# INSTRUCTIONS TO FOLLOW
A single number is the answer here: the count of lines in the data below that include the word "bottom".

━━━━━━━━

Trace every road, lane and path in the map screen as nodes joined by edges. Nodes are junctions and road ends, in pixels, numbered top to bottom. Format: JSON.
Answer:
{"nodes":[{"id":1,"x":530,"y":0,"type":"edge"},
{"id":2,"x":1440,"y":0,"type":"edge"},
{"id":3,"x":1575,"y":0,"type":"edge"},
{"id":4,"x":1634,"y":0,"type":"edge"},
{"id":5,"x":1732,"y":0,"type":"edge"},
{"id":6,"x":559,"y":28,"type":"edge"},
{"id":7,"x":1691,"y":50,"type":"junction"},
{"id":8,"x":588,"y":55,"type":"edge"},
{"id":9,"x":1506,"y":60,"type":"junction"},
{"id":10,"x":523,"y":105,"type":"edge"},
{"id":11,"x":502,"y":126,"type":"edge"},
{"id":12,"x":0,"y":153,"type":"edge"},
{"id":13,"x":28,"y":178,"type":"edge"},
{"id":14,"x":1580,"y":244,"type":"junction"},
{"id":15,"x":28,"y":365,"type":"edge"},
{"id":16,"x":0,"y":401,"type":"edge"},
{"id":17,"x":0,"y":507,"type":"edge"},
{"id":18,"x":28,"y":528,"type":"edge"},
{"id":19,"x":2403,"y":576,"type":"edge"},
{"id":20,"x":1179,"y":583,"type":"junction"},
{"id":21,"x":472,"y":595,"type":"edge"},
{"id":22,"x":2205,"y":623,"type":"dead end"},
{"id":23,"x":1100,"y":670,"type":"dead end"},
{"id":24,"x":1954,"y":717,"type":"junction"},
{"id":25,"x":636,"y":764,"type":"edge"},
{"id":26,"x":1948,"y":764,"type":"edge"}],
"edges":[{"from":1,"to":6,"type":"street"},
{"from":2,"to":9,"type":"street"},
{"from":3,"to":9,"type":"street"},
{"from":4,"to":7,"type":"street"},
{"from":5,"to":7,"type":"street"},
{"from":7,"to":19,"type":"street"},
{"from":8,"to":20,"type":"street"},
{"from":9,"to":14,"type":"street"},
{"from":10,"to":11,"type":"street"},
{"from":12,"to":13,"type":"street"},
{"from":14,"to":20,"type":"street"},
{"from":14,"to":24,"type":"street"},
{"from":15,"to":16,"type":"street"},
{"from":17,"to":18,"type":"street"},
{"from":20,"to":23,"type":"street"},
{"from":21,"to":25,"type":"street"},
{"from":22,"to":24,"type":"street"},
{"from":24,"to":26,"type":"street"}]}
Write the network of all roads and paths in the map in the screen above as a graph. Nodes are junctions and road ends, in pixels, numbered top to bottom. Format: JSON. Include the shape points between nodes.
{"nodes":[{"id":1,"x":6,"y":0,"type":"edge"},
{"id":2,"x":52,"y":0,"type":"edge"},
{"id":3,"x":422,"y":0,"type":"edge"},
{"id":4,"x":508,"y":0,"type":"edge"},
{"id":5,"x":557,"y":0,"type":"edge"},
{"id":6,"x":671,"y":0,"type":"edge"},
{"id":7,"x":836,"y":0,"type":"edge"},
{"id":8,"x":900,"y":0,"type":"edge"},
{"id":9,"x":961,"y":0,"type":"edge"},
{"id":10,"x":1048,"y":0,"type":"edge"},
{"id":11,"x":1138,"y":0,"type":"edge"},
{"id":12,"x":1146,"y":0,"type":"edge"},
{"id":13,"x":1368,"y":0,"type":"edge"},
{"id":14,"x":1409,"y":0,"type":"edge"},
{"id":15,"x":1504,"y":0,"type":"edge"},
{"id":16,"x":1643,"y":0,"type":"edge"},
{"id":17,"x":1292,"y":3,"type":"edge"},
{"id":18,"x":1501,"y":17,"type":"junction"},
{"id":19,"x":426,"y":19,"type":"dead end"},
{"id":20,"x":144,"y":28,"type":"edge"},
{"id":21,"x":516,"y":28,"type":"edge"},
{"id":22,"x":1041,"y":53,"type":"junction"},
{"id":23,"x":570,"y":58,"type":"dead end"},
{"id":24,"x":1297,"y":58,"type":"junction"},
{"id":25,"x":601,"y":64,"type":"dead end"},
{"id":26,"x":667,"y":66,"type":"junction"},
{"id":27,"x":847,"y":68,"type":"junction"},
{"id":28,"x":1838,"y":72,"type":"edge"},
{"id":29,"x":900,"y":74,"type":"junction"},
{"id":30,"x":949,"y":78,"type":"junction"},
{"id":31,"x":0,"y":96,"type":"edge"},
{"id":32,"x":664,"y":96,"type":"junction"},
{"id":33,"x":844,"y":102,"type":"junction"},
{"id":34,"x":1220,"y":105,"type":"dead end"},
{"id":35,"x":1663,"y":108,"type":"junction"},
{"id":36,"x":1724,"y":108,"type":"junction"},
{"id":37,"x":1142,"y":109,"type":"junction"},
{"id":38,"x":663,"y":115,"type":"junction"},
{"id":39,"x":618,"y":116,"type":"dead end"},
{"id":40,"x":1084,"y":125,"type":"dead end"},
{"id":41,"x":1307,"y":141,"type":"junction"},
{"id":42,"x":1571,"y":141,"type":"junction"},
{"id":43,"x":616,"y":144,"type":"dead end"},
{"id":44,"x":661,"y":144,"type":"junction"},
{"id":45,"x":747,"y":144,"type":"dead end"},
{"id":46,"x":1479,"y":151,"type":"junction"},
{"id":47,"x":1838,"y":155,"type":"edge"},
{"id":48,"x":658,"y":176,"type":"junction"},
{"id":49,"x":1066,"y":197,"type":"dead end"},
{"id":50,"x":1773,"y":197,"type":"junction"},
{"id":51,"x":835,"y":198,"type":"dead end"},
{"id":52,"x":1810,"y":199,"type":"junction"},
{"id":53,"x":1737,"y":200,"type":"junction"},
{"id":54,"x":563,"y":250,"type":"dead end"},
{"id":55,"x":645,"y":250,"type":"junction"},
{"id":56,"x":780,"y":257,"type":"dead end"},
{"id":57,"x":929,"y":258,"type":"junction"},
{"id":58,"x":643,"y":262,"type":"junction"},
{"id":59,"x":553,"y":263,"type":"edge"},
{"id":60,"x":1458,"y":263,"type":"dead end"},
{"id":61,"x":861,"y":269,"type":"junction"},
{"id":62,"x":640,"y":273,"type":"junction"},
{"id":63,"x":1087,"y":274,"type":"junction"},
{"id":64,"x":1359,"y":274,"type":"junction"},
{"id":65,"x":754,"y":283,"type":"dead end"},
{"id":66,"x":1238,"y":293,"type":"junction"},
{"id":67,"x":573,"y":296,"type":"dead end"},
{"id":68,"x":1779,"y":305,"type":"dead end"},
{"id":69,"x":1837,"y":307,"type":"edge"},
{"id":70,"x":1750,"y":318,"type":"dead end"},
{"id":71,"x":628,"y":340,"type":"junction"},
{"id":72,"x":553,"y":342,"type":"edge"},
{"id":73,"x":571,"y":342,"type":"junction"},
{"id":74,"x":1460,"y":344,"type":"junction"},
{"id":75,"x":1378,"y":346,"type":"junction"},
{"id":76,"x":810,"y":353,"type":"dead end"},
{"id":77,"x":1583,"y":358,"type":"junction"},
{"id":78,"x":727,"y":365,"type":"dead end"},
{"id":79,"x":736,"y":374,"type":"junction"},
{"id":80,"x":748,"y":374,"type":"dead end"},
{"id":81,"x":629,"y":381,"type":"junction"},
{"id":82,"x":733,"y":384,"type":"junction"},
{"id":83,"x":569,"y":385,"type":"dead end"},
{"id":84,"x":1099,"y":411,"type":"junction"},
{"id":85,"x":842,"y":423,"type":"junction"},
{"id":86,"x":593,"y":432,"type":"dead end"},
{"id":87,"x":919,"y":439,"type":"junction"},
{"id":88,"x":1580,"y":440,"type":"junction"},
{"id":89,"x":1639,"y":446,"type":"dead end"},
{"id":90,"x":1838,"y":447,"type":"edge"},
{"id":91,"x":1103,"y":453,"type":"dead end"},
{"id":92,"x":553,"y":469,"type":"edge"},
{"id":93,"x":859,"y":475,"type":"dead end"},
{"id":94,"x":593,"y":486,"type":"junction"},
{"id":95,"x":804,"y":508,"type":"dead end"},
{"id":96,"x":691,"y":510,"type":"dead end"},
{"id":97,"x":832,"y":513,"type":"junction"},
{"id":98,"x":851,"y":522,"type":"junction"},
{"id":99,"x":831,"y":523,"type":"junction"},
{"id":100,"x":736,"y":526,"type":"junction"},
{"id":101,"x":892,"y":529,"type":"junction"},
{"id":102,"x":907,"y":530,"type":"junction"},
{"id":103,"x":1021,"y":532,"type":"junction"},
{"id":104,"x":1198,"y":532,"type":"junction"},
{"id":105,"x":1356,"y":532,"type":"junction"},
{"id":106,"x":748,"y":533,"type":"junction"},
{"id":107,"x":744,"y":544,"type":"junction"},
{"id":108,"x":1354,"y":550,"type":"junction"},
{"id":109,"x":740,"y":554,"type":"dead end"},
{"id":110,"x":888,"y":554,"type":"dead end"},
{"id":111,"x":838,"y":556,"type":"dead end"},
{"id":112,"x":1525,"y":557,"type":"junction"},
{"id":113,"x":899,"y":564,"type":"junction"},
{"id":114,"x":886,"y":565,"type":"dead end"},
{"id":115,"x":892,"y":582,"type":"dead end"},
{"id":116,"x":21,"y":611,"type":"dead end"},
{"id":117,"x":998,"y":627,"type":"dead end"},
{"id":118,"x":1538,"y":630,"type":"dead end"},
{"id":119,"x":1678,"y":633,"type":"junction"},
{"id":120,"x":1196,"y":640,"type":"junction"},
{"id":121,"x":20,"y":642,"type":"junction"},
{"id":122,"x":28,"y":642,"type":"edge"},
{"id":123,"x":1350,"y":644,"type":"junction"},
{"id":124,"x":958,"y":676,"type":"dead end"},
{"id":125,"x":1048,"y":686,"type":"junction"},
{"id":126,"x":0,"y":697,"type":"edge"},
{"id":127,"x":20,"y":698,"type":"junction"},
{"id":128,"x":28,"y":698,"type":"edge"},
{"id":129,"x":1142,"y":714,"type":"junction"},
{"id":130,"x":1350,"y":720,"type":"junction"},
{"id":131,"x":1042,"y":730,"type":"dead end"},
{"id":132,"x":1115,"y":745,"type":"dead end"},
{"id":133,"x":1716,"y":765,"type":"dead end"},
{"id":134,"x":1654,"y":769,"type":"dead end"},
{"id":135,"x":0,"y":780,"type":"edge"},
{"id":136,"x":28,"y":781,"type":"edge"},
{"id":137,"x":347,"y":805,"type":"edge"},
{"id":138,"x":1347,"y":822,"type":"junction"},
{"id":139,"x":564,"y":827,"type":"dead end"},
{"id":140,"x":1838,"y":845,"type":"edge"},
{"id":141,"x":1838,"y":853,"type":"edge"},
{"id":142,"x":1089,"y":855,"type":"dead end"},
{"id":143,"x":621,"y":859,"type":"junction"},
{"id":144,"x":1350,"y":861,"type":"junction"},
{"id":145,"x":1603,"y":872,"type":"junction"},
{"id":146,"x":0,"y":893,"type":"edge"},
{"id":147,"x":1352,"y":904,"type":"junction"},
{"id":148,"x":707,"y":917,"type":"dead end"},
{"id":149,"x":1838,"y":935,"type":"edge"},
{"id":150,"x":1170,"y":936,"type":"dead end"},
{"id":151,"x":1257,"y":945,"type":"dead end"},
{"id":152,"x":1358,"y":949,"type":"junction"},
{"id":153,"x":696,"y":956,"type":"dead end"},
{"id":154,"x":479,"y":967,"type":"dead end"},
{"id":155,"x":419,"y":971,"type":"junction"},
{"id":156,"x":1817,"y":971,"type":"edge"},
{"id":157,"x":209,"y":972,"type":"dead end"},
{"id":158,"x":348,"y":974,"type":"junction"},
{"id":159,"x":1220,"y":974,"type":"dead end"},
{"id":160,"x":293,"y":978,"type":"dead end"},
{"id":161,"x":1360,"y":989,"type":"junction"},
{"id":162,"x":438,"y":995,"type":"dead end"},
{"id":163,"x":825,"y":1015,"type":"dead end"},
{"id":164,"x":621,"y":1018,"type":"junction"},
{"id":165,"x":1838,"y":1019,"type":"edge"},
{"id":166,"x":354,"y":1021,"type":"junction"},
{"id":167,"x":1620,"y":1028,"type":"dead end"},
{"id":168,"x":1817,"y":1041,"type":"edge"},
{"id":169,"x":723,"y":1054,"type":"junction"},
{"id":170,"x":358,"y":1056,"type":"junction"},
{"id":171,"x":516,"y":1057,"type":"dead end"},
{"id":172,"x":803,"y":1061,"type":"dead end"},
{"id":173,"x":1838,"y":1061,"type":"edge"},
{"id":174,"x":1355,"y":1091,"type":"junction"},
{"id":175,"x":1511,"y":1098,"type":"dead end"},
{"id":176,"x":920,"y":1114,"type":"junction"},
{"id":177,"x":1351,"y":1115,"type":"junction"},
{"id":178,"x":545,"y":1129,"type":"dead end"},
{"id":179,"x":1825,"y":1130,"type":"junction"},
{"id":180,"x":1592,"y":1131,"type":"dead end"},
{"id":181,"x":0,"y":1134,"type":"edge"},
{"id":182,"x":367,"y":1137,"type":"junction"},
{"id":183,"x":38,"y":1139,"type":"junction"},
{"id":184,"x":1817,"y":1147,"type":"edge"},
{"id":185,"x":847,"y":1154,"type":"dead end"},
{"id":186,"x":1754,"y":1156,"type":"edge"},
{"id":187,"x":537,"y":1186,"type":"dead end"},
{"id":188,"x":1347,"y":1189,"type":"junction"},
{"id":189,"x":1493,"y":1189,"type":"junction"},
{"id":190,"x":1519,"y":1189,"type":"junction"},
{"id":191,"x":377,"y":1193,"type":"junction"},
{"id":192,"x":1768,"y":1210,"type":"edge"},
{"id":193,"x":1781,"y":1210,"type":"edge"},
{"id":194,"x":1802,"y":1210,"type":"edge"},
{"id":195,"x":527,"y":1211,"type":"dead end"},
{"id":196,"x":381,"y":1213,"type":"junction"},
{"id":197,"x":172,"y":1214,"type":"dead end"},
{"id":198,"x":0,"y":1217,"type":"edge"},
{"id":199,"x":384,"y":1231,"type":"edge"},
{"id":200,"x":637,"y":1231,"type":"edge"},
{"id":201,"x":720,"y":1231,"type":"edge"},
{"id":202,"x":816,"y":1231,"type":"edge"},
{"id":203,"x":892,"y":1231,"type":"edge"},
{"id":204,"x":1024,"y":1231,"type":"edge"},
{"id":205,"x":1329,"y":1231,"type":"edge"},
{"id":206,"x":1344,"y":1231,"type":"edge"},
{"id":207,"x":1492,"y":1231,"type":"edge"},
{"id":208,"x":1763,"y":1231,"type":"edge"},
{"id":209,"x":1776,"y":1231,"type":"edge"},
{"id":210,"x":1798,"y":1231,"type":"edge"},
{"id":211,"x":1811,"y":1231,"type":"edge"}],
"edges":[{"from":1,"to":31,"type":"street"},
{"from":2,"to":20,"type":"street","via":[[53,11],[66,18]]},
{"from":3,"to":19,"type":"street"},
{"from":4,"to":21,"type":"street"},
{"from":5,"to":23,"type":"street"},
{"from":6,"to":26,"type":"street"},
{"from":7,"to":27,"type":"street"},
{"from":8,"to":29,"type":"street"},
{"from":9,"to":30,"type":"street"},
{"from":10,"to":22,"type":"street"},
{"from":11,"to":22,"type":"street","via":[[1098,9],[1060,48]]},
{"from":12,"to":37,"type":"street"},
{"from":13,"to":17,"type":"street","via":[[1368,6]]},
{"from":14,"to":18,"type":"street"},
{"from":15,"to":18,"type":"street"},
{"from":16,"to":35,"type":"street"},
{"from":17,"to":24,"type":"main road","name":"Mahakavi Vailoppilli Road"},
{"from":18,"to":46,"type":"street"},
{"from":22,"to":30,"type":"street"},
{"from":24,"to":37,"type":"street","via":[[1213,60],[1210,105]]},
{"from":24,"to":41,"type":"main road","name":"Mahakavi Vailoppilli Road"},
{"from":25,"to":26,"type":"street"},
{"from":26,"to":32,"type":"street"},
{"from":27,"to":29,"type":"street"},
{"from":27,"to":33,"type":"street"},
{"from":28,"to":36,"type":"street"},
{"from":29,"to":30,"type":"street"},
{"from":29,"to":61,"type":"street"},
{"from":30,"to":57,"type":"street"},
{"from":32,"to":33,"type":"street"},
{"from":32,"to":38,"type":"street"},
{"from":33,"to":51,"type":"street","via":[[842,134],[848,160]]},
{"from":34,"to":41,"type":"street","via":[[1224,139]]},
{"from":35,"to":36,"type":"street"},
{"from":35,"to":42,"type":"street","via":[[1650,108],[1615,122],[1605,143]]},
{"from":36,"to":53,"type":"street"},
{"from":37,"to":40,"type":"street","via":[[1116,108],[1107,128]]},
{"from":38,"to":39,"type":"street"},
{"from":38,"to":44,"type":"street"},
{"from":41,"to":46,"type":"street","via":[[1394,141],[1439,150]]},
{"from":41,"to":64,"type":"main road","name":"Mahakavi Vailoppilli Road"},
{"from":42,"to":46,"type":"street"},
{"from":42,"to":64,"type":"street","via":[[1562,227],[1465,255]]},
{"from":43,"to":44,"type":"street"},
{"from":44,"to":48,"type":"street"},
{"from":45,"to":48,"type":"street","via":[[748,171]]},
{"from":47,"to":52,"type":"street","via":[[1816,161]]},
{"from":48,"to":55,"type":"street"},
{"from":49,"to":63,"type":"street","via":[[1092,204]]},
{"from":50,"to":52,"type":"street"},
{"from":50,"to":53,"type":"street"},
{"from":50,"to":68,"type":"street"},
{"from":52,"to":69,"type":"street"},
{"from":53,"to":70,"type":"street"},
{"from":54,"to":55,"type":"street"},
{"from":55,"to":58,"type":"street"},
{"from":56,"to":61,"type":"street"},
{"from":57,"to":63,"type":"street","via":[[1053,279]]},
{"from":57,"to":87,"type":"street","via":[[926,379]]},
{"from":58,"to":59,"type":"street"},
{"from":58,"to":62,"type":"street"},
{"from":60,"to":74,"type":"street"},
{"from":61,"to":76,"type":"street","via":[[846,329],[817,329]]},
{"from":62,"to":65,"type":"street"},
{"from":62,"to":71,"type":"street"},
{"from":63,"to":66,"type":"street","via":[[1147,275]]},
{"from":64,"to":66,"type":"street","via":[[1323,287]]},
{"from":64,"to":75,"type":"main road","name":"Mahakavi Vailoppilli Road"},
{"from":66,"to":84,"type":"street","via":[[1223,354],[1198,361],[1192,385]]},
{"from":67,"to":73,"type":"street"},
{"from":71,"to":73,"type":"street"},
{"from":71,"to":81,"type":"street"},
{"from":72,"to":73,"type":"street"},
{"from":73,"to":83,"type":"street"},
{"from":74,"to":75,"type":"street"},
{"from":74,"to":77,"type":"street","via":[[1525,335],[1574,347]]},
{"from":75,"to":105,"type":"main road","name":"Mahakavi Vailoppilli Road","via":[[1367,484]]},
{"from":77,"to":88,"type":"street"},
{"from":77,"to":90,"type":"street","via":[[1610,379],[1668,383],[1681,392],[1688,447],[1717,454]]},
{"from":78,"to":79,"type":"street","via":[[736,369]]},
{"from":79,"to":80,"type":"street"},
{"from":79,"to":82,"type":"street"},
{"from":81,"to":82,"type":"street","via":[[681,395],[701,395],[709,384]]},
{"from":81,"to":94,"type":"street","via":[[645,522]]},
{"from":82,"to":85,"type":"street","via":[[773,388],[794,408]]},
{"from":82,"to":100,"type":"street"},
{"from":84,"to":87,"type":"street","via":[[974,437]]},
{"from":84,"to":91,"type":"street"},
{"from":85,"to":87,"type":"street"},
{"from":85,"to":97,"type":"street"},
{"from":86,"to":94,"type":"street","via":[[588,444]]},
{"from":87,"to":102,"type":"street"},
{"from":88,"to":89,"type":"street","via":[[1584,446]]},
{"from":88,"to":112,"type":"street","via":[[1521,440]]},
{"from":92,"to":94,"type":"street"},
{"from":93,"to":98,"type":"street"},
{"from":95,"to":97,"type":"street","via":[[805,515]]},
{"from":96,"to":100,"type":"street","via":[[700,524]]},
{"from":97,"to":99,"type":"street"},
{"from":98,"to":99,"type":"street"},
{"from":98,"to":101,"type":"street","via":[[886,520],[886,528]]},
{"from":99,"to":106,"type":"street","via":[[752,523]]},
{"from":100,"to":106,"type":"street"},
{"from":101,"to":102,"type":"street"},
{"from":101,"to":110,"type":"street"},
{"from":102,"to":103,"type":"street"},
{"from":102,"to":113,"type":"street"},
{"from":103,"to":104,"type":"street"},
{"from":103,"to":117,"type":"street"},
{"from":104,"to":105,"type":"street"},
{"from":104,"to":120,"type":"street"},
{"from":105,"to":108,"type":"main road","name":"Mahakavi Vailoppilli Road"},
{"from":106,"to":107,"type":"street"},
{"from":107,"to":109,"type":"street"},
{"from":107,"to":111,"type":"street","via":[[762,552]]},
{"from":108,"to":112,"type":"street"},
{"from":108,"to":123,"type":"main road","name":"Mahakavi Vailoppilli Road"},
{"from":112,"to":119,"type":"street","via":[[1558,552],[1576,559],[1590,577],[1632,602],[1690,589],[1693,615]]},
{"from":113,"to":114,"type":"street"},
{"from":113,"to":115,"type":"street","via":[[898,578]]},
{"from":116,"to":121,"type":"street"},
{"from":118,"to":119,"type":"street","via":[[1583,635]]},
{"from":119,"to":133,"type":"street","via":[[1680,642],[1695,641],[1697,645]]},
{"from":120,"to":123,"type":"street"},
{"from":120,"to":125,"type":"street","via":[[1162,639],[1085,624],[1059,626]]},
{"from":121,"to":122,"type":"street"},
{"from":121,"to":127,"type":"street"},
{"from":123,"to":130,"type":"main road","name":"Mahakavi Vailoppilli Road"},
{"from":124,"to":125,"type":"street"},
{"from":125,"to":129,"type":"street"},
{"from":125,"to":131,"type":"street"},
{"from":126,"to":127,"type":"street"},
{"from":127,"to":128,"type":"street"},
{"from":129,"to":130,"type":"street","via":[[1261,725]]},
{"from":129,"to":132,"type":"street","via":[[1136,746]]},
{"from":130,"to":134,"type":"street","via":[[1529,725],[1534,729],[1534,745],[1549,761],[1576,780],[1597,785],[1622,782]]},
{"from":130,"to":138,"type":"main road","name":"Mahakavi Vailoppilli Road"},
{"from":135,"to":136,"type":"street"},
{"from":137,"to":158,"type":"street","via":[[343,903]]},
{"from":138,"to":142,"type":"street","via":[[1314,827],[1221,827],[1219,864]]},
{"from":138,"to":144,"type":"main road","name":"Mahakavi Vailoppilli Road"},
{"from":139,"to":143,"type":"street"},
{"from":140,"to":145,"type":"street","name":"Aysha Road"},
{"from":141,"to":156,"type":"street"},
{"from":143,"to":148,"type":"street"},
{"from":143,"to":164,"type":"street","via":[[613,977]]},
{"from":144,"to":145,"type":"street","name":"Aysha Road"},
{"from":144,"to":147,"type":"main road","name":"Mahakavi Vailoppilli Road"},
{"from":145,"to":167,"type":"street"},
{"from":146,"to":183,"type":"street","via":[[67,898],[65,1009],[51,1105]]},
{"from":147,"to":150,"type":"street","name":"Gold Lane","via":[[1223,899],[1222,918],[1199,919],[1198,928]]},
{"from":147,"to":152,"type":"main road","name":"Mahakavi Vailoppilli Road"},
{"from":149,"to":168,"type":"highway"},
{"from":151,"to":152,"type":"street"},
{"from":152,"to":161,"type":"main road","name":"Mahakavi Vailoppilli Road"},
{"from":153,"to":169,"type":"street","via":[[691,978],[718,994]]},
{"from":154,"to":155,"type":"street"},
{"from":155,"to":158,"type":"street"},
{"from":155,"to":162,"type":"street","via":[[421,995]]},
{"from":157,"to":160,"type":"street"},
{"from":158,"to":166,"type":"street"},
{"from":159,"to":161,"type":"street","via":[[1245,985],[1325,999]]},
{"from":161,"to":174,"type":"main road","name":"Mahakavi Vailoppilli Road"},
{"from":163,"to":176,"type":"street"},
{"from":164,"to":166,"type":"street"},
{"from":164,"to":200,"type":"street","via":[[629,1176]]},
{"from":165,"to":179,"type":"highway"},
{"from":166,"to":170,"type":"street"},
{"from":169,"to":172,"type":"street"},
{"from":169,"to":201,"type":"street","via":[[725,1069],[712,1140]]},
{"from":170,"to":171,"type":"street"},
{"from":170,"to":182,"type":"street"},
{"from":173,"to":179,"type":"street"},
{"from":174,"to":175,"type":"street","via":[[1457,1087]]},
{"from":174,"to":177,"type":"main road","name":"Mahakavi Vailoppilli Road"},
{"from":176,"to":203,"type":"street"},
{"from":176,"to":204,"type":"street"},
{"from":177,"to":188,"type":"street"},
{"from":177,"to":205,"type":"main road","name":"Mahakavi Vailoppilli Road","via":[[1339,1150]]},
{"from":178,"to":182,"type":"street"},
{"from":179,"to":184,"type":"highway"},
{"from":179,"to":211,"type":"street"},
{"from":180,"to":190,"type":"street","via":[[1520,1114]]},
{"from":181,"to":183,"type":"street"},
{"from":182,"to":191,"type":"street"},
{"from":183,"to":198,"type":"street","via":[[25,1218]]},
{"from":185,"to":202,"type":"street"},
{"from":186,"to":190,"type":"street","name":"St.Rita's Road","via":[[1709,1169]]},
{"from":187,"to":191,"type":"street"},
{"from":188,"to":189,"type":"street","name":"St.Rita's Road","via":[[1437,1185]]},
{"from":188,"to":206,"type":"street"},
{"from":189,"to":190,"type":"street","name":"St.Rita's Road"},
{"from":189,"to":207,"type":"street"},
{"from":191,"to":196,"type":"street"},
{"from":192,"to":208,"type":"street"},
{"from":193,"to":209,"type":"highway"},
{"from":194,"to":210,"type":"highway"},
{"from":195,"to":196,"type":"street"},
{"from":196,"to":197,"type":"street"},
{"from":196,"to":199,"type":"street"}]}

━━━━━━━━

# RESPONSE TO THIS TASK
2